D-Day Patrol

Mark Postlethwaite





D-Day Patrol Mark Postlethwaite

AVM 'Johnnie' Johnson piloting his Supermarine Spitfire over the D-Day beaches

For many years, Mark Postlethwaite had a successful publishing relationship with Skyscapes Aviation Art, Chairman of which was none other than 'Johnnie Johnson' himself. As 'Johnnie' had been Mark's childhood hero he made the most of this opportunity to listen and talk to one of the greatest ever Fighter Pilots. This painting is just one of many inspired by these conversations.

In August 1939 Johnnie Johnson was called up into the RAF, and after training posted to No. 19 Squadron in the following August, though he was soon transferred to 616 Squadron at Coltishall in September 1940.

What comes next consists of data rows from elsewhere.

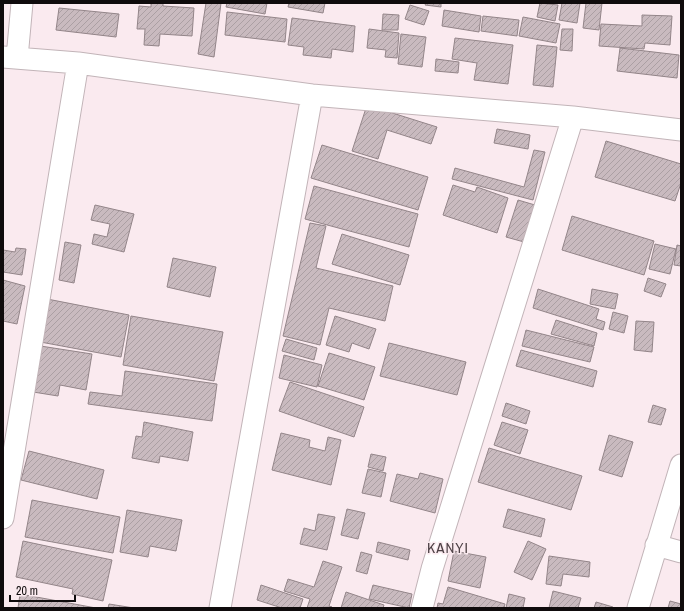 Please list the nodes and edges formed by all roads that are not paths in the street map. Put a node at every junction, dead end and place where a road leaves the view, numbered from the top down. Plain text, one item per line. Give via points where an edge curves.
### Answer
1 (22, 3) edge
2 (10, 58) edge
3 (78, 63) junction
4 (312, 95) junction
5 (573, 117) junction
6 (681, 130) edge
7 (681, 465) edge
8 (3, 518) edge
9 (656, 545) junction
10 (681, 552) edge
11 (220, 608) edge
12 (422, 608) edge
13 (638, 608) edge

1 - 2 street
2 - 3 street
3 - 4 street
3 - 8 street
4 - 5 street
4 - 11 street
5 - 6 street
5 - 12 street
7 - 9 street
9 - 10 street
9 - 13 street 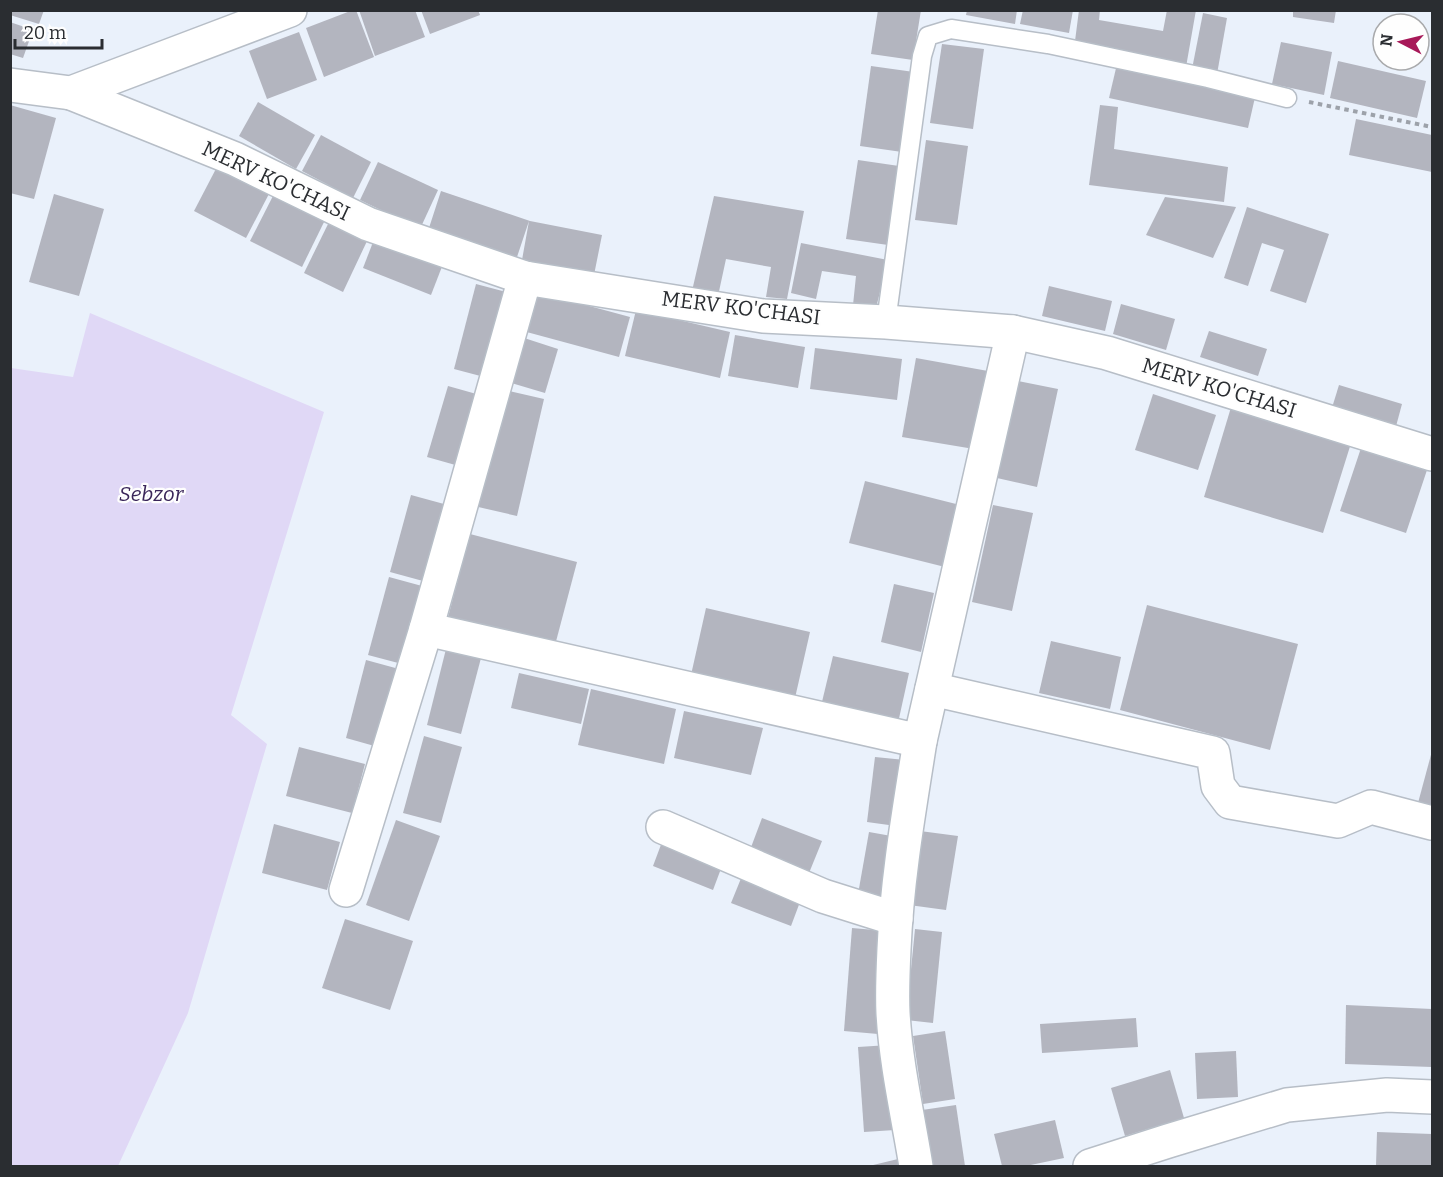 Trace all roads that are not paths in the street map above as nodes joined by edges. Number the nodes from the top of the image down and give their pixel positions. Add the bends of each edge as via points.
1 (290, 10) edge
2 (233, 21) edge
3 (10, 85) edge
4 (71, 93) junction
5 (1287, 98) road end
6 (525, 278) junction
7 (886, 322) junction
8 (1013, 332) junction
9 (1432, 454) edge
10 (426, 629) junction
11 (932, 689) junction
12 (920, 741) junction
13 (1432, 824) edge
14 (663, 827) dead end
15 (346, 891) dead end
16 (896, 919) junction
17 (1432, 1097) edge
18 (916, 1167) edge
19 (1090, 1167) edge

1 - 2 street
2 - 4 street
3 - 4 street
4 - 6 street, MERV KO'CHASI via 235,159 368,224
5 - 7 lane via 1048,44 951,28 928,36 922,56
6 - 7 street, MERV KO'CHASI via 763,315
6 - 10 street
7 - 8 street, MERV KO'CHASI
8 - 9 street, MERV KO'CHASI via 1107,353
8 - 11 street
10 - 12 street
10 - 15 street
11 - 12 street
11 - 13 street via 1213,753 1218,786 1230,802 1338,821 1371,807
12 - 16 street
14 - 16 street via 823,896
16 - 18 street via 893,1013
17 - 19 street via 1387,1095 1287,1105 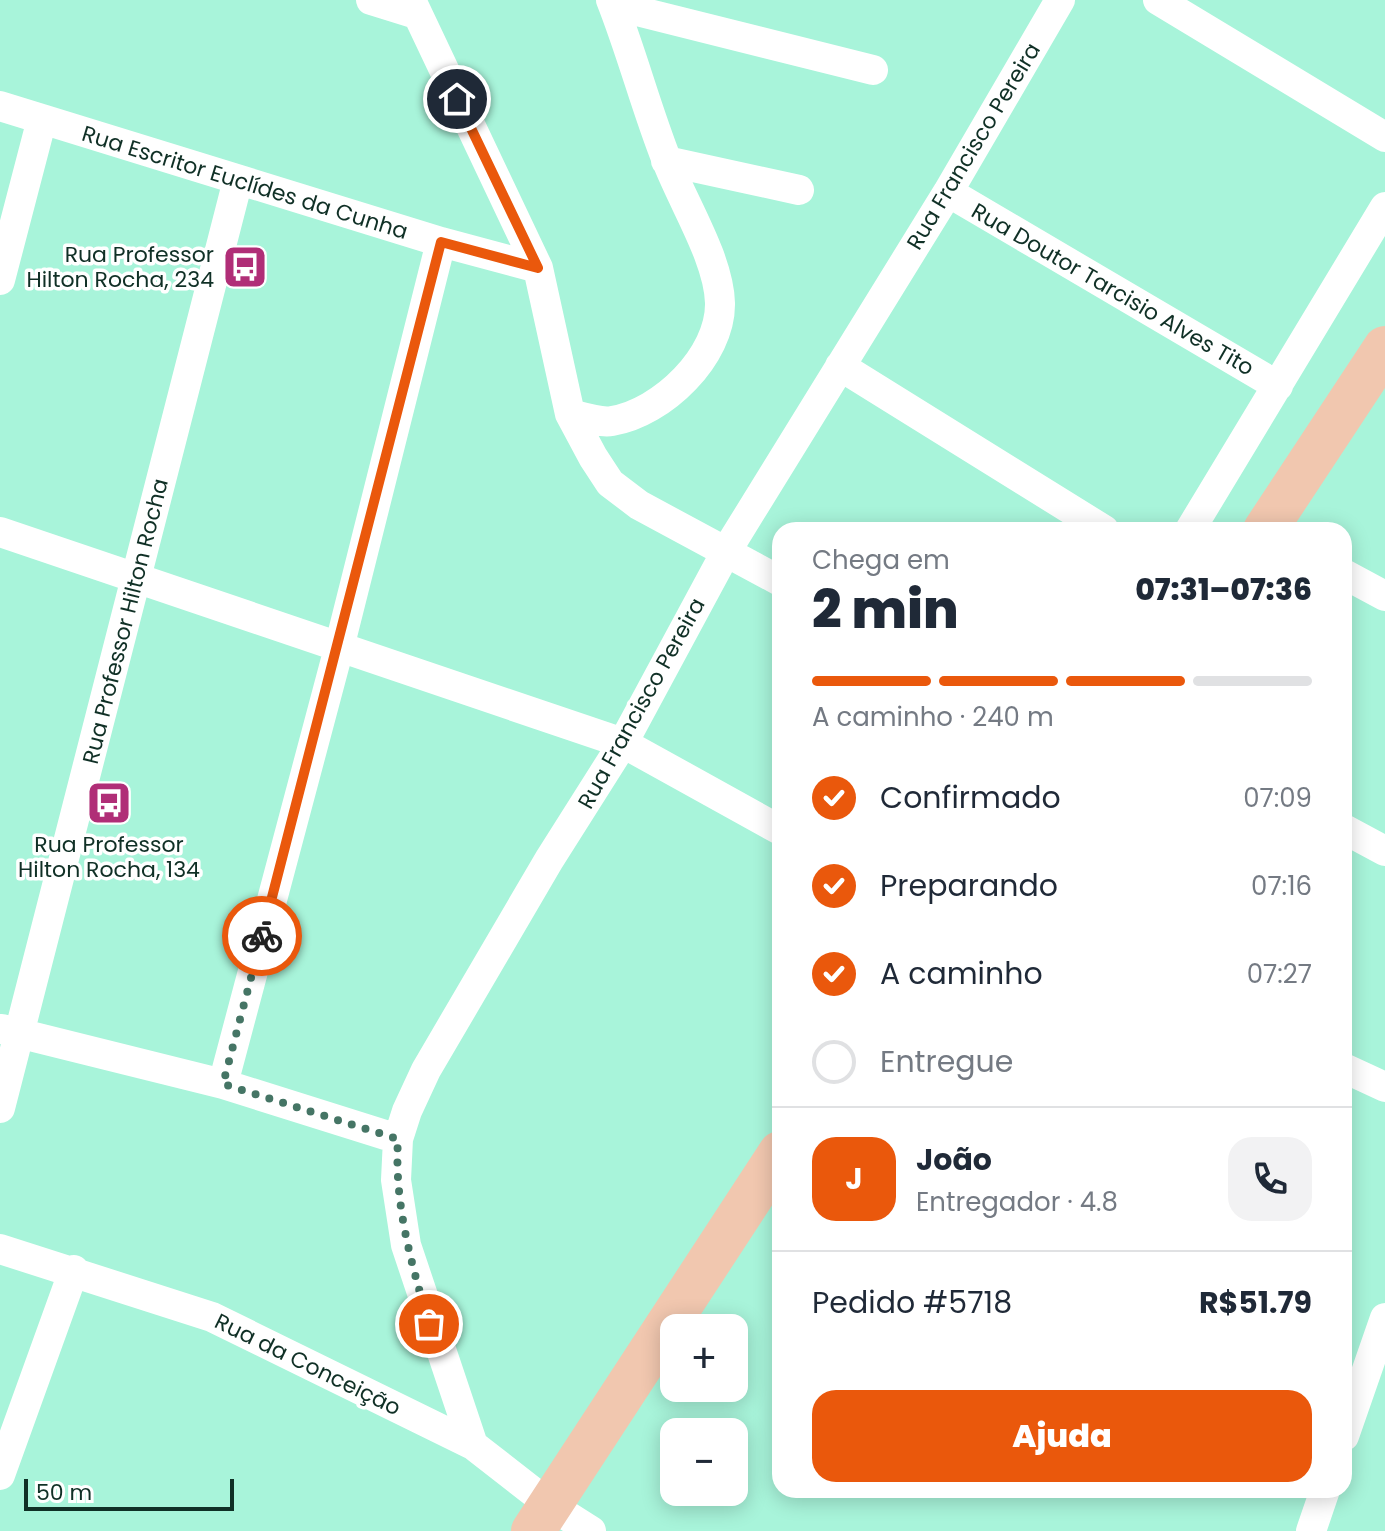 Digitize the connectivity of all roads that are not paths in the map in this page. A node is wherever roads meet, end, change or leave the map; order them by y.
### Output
1 (371, 0) edge
2 (1060, 0) edge
3 (1158, 0) edge
4 (612, 3) edge
5 (414, 7) edge
6 (873, 70) dead end
7 (0, 106) edge
8 (42, 119) junction
9 (1385, 137) edge
10 (666, 161) junction
11 (238, 180) junction
12 (799, 190) dead end
13 (948, 192) junction
14 (1385, 207) edge
15 (441, 242) junction
16 (538, 268) junction
17 (0, 280) edge
18 (1385, 348) edge
19 (840, 366) junction
20 (1278, 386) junction
21 (570, 414) junction
22 (1091, 522) edge
23 (1195, 522) edge
24 (1270, 522) edge
25 (0, 532) edge
26 (727, 550) junction
27 (772, 576) edge
28 (137, 577) junction
29 (1352, 578) edge
30 (1385, 596) edge
31 (339, 648) junction
32 (623, 743) junction
33 (772, 826) edge
34 (1352, 833) edge
35 (1385, 851) edge
36 (10, 1031) edge
37 (1352, 1072) edge
38 (223, 1084) junction
39 (1385, 1087) edge
40 (0, 1108) edge
41 (398, 1139) junction
42 (772, 1165) edge
43 (0, 1249) edge
44 (74, 1270) junction
45 (1385, 1318) edge
46 (1364, 1377) edge
47 (1352, 1412) edge
48 (473, 1445) junction
49 (0, 1475) edge
50 (1322, 1498) edge
51 (542, 1518) edge
52 (591, 1531) edge
53 (1311, 1531) edge

1 - 5 street
2 - 13 street, Rua Francisco Pereira
3 - 9 street
4 - 6 street
4 - 10 street
5 - 16 street
7 - 8 street, Rua Escritor Euclídes da Cunha
8 - 11 street, Rua Escritor Euclídes da Cunha
8 - 17 street
10 - 12 street
10 - 21 street
11 - 15 street, Rua Escritor Euclídes da Cunha
11 - 28 street, Rua Professor Hilton Rocha
13 - 19 street, Rua Francisco Pereira
13 - 20 street, Rua Doutor Tarcisio Alves Tito
14 - 20 street
15 - 16 street, Rua Escritor Euclídes da Cunha
15 - 31 street
16 - 21 street
18 - 24 main road
19 - 22 street
19 - 26 street, Rua Francisco Pereira
20 - 23 street
21 - 26 street
25 - 28 street
26 - 27 street
26 - 32 street, Rua Francisco Pereira
28 - 31 street
28 - 36 street, Rua Professor Hilton Rocha
29 - 30 street
31 - 32 street
31 - 38 street
32 - 33 street
32 - 41 street, Rua Francisco Pereira
34 - 35 street
36 - 38 street
36 - 40 street, Rua Professor Hilton Rocha
37 - 39 street
38 - 41 street
41 - 48 street, Rua Francisco Pereira
42 - 51 main road
43 - 44 street, Rua da Conceição
44 - 48 street, Rua da Conceição
44 - 49 street
45 - 46 street
46 - 47 street
48 - 51 street, Rua da Conceição
50 - 53 street
51 - 52 street, Rua da Conceição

Proving himself both a capable fighter pilot and excellent formation leader, Johnson opened his account by claiming a Messerschmitt Bf-109 fighter in May 1941. Flying extensively through the summer fighter offensives he was quickly promoted and by June 1942 Johnson was in command of 610 squadron. Johnnie Johnson led his squadron through Operation Jubilee the Allied amphibious assault on the port of Dieppe. After shooting down a FW 190, Johnson had what he considered his most difficult combat of the war, embroiled in an exhausting and hectic dogfight with a single FW-190, and only managing to escape by power-diving through the AA barrage over the Allied destroyer screen. Returning to base Johnson was rebuked by West Malling wing leader Wing Commander Pat Jameson for his swearing over the radio.

In March 1943, now a Wing Commander, he took over the Canadian Wing stationed at RAF Kenley. Despite initial resistance to a British Wing Leader from his tough, obstinate Canadian charges, he quickly won them over with his sheer force of personality, the unit, now flying the Supermarine Spitfire Mk. IX, became one of the highest scoring fighter wings of the time. Johnson chose his radio call-sign at this time as 'Greycap'. During offensive sweeps over Europe and as escorts to the USAAF heavy bomber streams, he personally claimed 14 kills during the summer of 1943. Johnson's tour ended in September 1943, being given a desk job at No.11 Group Headquarters until March 1944, when he was put in charge of 144 (RCAF) Wing. With his 28th claim on 5 May 1944 Johnson became the highest scoring ace still on operations.

After D-Day in June 1944 Johnson added further to his tally, claiming another 10 aircraft shot down from March- July 1944. The Wing was the first to be stationed on French soil following the invasion. With their radius of action now far extended compared to the squadrons still in the UK, the Wing scored heavily through the summer. After the Normandy break-out, 144 Wing was disbanded, Johnson being given command of 127 Wing. In August 1944, while outrunning a flight of Messerschmitt Bf 109's, Johnson's Supermarine Spitfire IX was hit by enemy aircraft fire for the first and only time, taking a cannon shell in the right wing root. His 38th and last claim of the war was on 27 September 1944 over Nijmegen.

His wartime record was 515 sorties flown, 34 aircraft claimed destroyed with a further 7 shared destroyed, 3 probable destroyed, 10 damaged, and one shared destroyed on the ground. All his kills were fighters.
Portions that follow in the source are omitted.